Appearently I installed Gentoo on my machine. It's fine for what it is, most annoyances I had where during the install due to my linux-unfriendly hardware [1]. What hardware I use you can see in the screenshot, but if you are to lazy to zoom in, it's a Ryzen 5 1600 and a GTX 970 with 16GB of RAM. Sounds good right? Ye, it is and it is the first machine I installed Gentoo on where it didn't needed ages to compile everything. Don't get me wrong, I sat there a whole day, but in comparison to a Core 2 Duo of my old Thinkpad T61, it's a day and night difference.
My make.conf
is not too full, it does everything I need and a tiny
bit more, but is pretty small nonethless. The only two useflags worth talking
about are hardened
and -telemetry
. The former
enchances security in the toolchain, as the gentoo sites says and the latter
one make so that packages do not include telemetry. [2]
I am planing on routing all my traffic through tor. As of now most of my traffic is already going through Tor, but it's all done manually and seperatly, but nothing system-wide. I am on doing that. I will first try that on my other machine, if that works I will aim to do that on my main machine too. Here are some guides I found on doing that:
To avoid more hassle than needed I just followed the AMD64 handbook and did not install any full disk encryption LUKS and LVM. Now, I regret it. Now, I have basically two options: installing something like Veracrypt or booting into a live CD and installing the encryption with dm-crypt manually. The latter one sounds honestly like I am losing all my data plus some unneeded kernel panics (I have to change some stuff in the kernel to do so) as well. The former is probably easier, but it feels less secure. So, I don't know. Currently I do not have time for either one of the two, but when I get permanently home again, I will consider getting some disk encryption like all the cool kids have it nowadays.

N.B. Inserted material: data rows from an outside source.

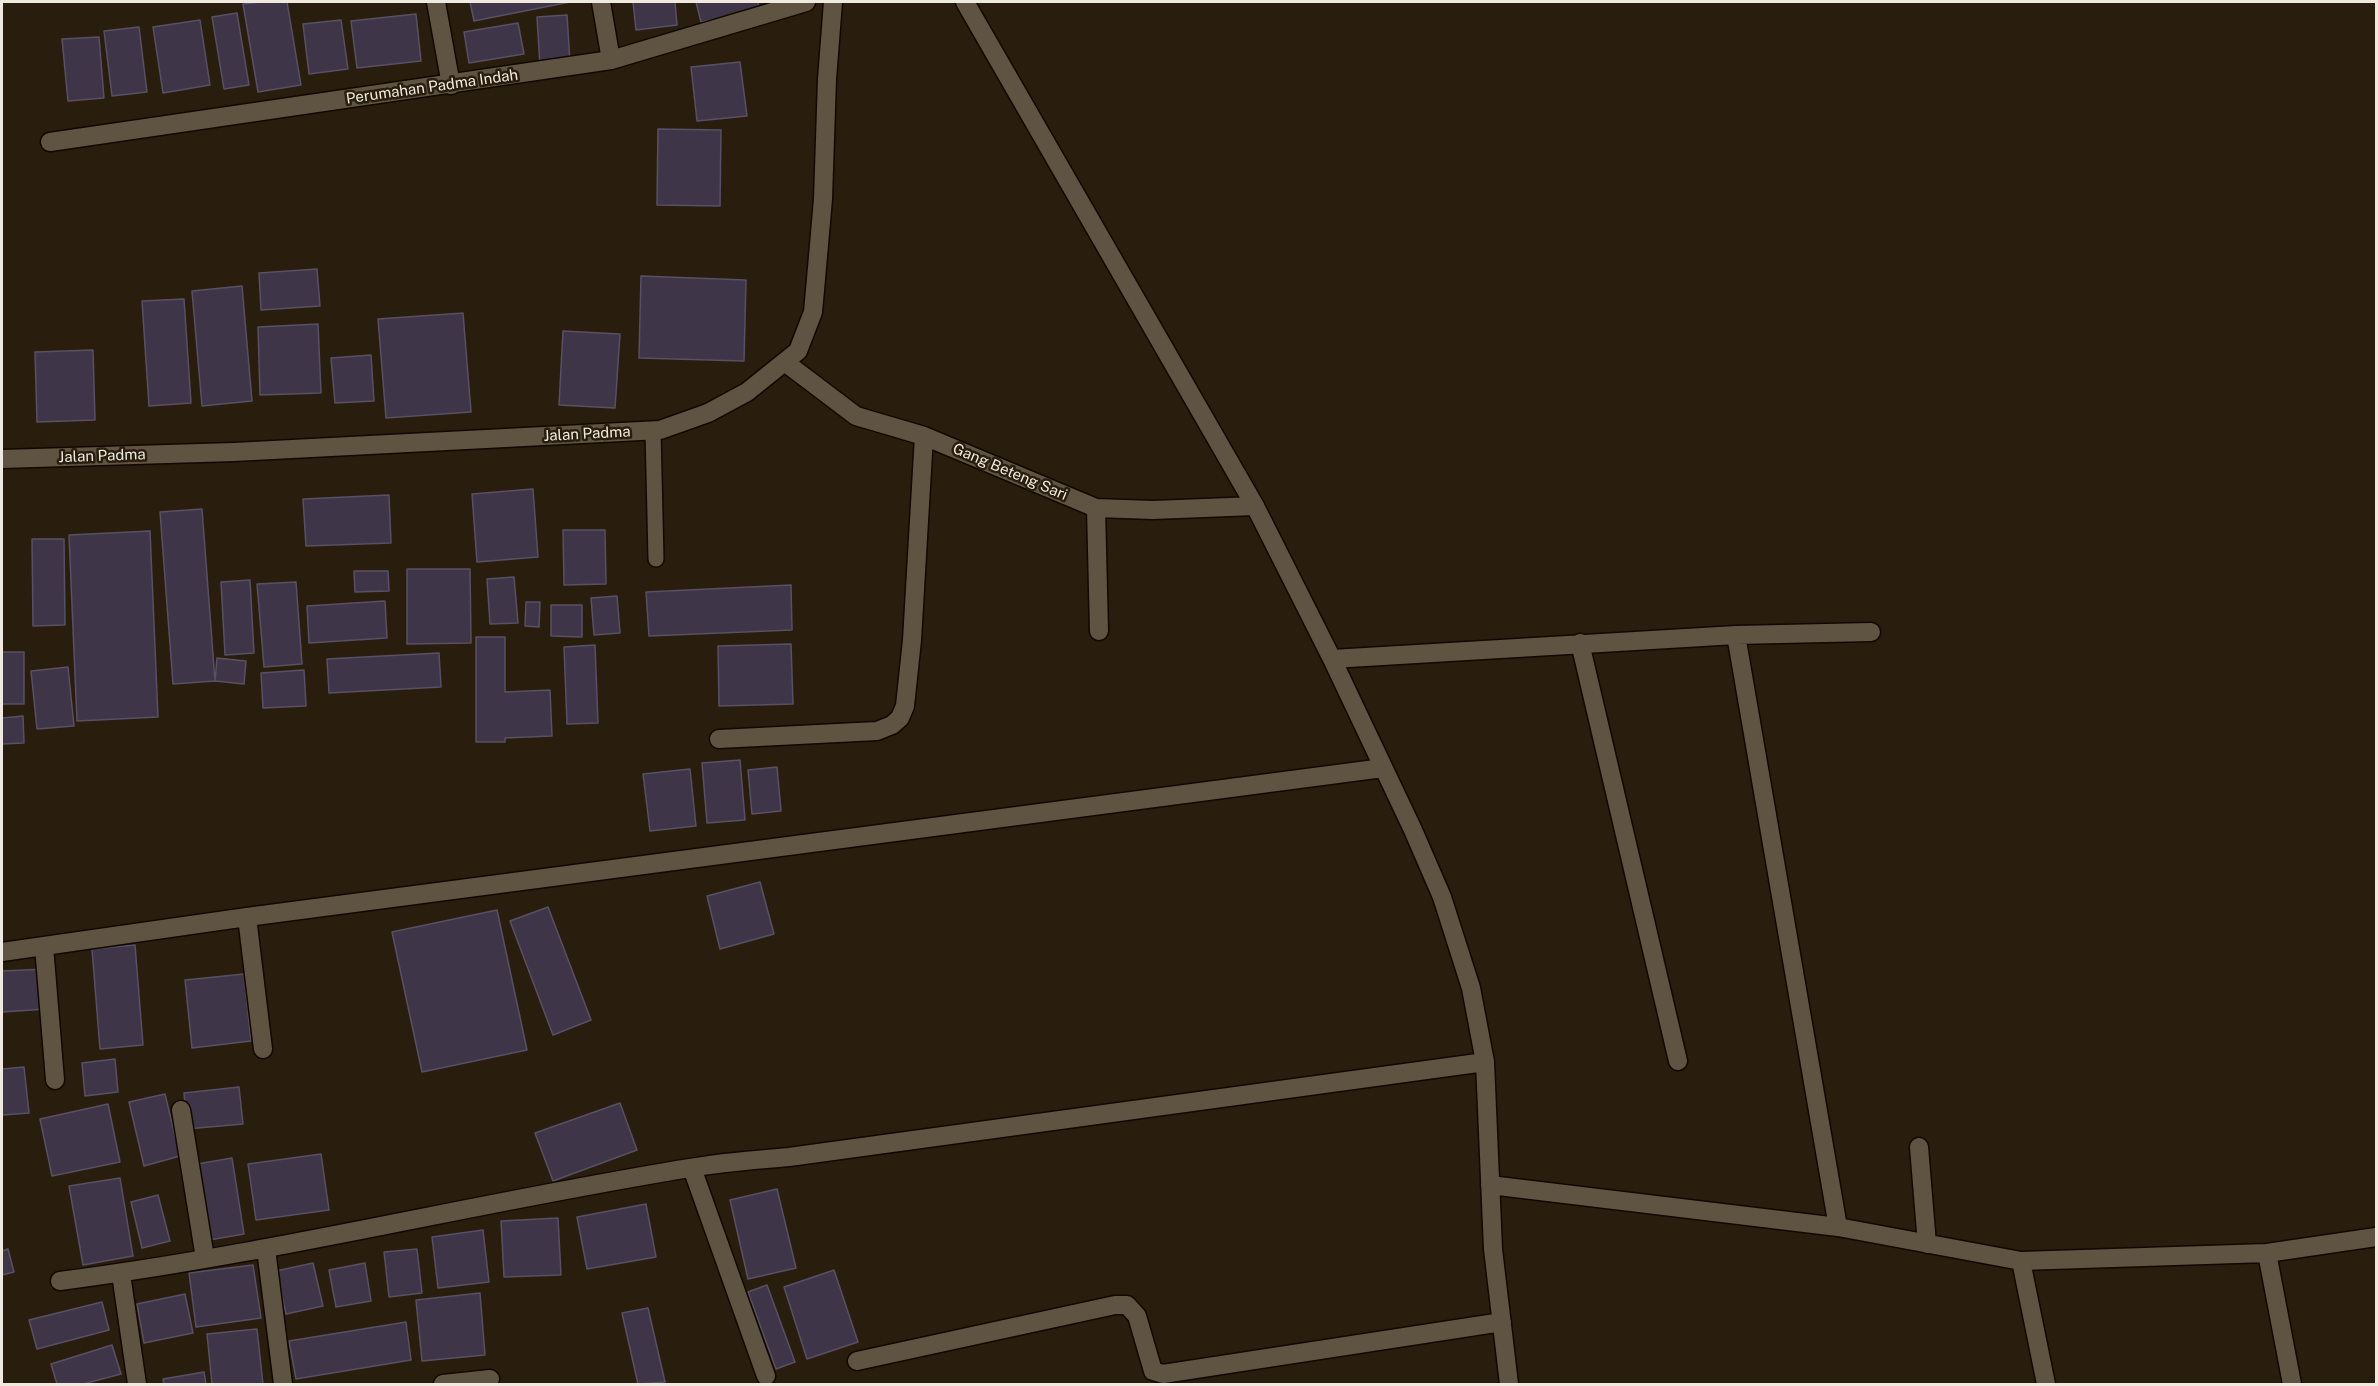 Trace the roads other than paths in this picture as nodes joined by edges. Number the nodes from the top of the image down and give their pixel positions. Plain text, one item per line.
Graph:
1 (436, 2) edge
2 (601, 2) edge
3 (806, 2) edge
4 (833, 2) edge
5 (965, 2) edge
6 (611, 60) junction
7 (451, 85) junction
8 (50, 142) dead end
9 (786, 363) junction
10 (653, 430) junction
11 (924, 436) junction
12 (2, 459) edge
13 (1256, 506) junction
14 (1096, 508) junction
15 (656, 559) dead end
16 (1099, 631) dead end
17 (1871, 632) dead end
18 (1736, 635) junction
19 (1580, 643) junction
20 (1332, 659) junction
21 (719, 739) dead end
22 (1383, 768) junction
23 (247, 917) junction
24 (44, 946) junction
25 (2, 952) edge
26 (263, 1049) dead end
27 (1678, 1061) dead end
28 (1485, 1062) junction
29 (55, 1080) dead end
30 (181, 1110) dead end
31 (1919, 1147) dead end
32 (692, 1168) junction
33 (1490, 1185) junction
34 (1838, 1227) junction
35 (2376, 1237) edge
36 (1927, 1244) junction
37 (266, 1249) junction
38 (2268, 1253) junction
39 (205, 1258) junction
40 (2021, 1261) junction
41 (121, 1274) junction
42 (60, 1281) dead end
43 (1502, 1322) junction
44 (858, 1361) dead end
45 (766, 1376) dead end
46 (490, 1379) dead end
47 (137, 1384) edge
48 (283, 1384) edge
49 (443, 1384) edge
50 (1509, 1384) edge
51 (2046, 1384) edge
52 (2292, 1384) edge

1 - 7 street
2 - 6 street
3 - 6 street, Perumahan Padma Indah
4 - 9 street, Jalan Padma
5 - 13 street
6 - 7 street, Perumahan Padma Indah
7 - 8 street, Perumahan Padma Indah
9 - 10 street, Jalan Padma
9 - 11 street, Gang Beteng Sari
10 - 12 street, Jalan Padma
10 - 15 lane
11 - 14 street, Gang Beteng Sari
11 - 21 street
13 - 14 street, Gang Beteng Sari
13 - 20 street
14 - 16 street
17 - 18 street
18 - 19 street
18 - 34 street
19 - 20 street
19 - 27 street
20 - 22 street
22 - 23 street
22 - 28 street
23 - 24 street
23 - 26 street
24 - 25 street
24 - 29 street
28 - 32 street
28 - 33 street
30 - 39 street
31 - 36 street
32 - 37 street
32 - 45 street
33 - 34 street
33 - 43 street
34 - 36 street
35 - 38 street
36 - 40 street
37 - 39 street
37 - 48 street
38 - 40 street
38 - 52 street
39 - 41 street
40 - 51 street
41 - 42 street
41 - 47 street
43 - 44 street
43 - 50 street
46 - 49 street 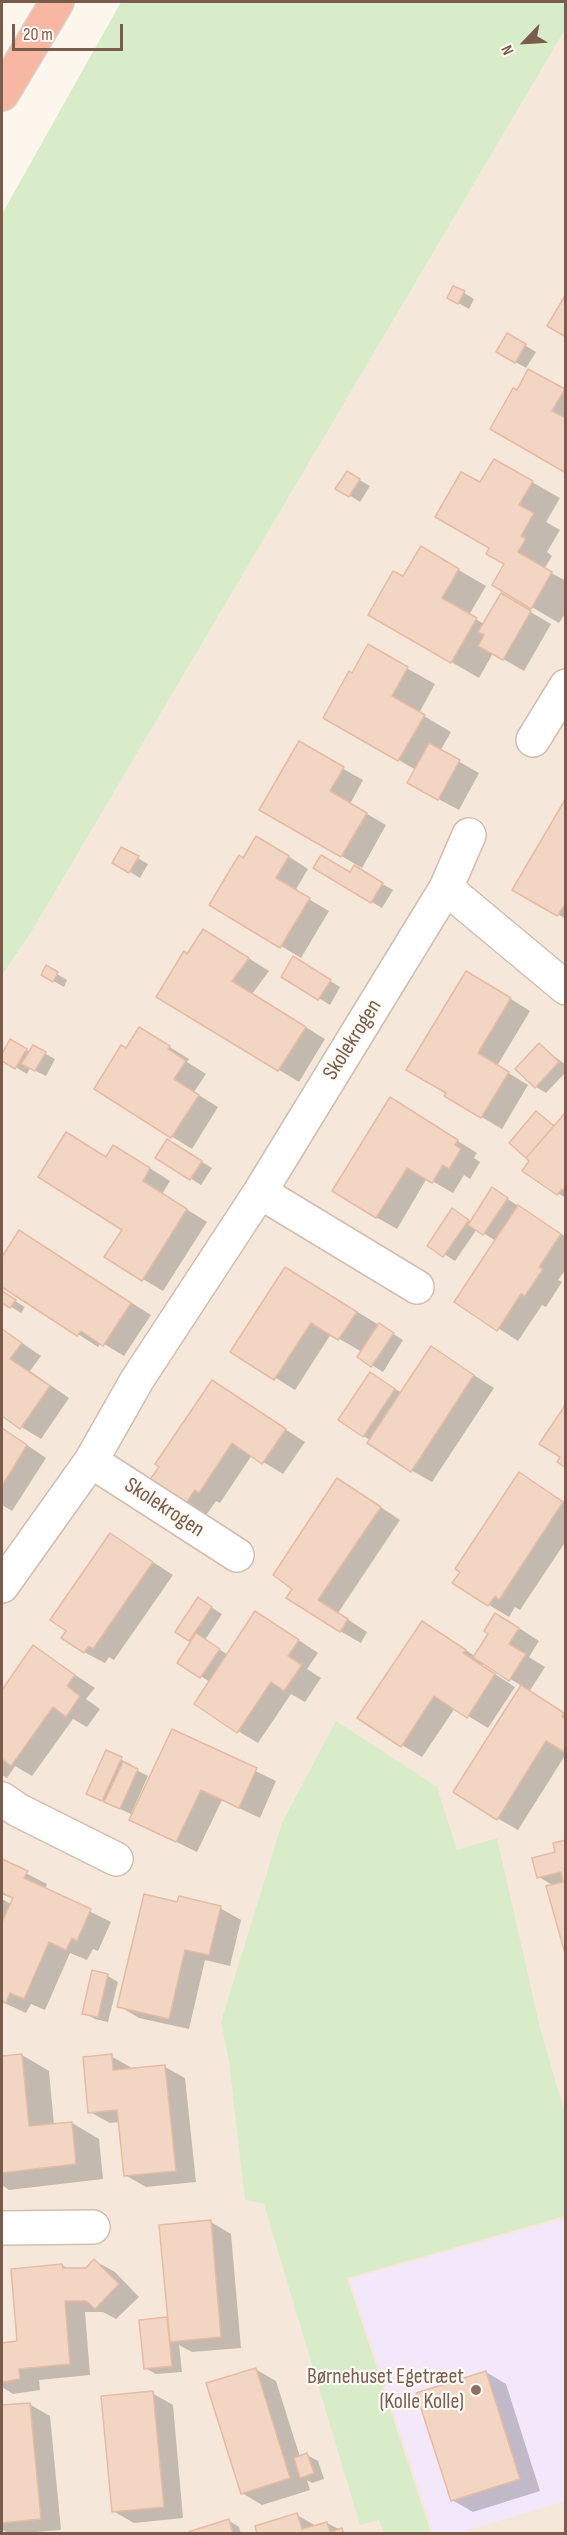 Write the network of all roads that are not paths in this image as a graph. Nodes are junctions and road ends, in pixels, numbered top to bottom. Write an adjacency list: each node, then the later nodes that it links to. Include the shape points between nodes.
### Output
1 (57, 2): 2 (highway)
2 (2, 94)
3 (562, 701): 4 (street)
4 (533, 740)
5 (469, 835): 6 (street, Skolekrogen)
6 (446, 888): 7 (street); 8 (street, Skolekrogen)
7 (566, 988)
8 (260, 1192): 9 (street); 10 (street, Skolekrogen, via 137,1380)
9 (417, 1287)
10 (91, 1461): 11 (street, Skolekrogen); 12 (street, Skolekrogen)
11 (237, 1555)
12 (2, 1586)
13 (2, 1799): 14 (street)
14 (116, 1859)
15 (93, 2227): 16 (street)
16 (2, 2228)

Eh, I wanted to include another post from nanochan here on how to secure the bootloader, but it's not available now, so maybe next weekend I will write more about this
This might be one of the points where OpenBSD is far supeior by default, but on this computer I am running right now I have no choice but to run GNU/Linux (if I want a free as in freedom operating system). Back in the day I ran Whonix virtual machines, which I used exclusively for all internet- related stuff. The problem with this setup is, and the reason why I do not use it anymore is, it's bloated, very bloated. Virtualbox, Whonix, all the stuff Whonix brings with it and the kernel modules needed to run it, all of it, is just very big, bloated and a huge security risk. It doesn't matter how private and anonymous my network traffic is if there are thousand and one ways to compromise my system.
The best tools for this purpose I are probably AppArmour and Firejail, both have very low overhead and are pretty minimalist, while achieving what I need. I'll keep you up to date on that.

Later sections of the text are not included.